Each line in the data holding "roads" should be listed.

◆ Material provided ◆
-=-=-

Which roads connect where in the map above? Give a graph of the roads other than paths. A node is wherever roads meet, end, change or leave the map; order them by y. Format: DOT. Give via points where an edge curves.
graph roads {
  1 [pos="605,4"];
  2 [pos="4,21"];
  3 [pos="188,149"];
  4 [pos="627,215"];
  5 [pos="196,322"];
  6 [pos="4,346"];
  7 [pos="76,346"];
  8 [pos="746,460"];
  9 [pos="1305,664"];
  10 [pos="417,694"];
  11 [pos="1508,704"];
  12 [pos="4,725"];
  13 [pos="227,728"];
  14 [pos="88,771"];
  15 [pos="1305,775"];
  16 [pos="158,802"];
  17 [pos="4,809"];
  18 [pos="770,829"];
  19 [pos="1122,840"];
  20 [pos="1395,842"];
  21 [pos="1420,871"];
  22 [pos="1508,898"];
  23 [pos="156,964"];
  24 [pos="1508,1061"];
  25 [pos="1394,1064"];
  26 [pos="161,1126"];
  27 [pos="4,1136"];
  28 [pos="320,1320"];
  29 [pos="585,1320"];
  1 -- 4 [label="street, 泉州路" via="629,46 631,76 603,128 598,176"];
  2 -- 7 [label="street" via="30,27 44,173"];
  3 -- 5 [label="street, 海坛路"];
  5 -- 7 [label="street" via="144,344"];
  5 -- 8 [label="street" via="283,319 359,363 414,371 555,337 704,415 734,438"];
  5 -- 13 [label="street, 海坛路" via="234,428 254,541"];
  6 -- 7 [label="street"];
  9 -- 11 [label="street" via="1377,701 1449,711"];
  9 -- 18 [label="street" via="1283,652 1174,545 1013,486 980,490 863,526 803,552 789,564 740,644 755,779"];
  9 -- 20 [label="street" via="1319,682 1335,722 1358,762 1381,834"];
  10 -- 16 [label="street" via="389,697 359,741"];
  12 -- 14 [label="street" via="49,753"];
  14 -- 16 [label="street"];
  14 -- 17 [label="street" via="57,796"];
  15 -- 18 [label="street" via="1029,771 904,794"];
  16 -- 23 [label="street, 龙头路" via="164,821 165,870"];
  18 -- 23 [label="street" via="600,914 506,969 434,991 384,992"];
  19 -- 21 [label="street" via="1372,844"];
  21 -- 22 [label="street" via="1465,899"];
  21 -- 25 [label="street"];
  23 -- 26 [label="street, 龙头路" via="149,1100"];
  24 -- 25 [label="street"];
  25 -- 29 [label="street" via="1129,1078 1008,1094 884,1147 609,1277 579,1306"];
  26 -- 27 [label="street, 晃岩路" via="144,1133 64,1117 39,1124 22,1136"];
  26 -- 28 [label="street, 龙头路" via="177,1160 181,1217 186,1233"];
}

-=-=-

◆ Response to the exercise ◆
Which roads connect where in the map above? Give a graph of the roads other than paths. A node is wherever roads meet, end, change or leave the map; order them by y. Format: DOT. Give via points where an edge curves.
graph roads {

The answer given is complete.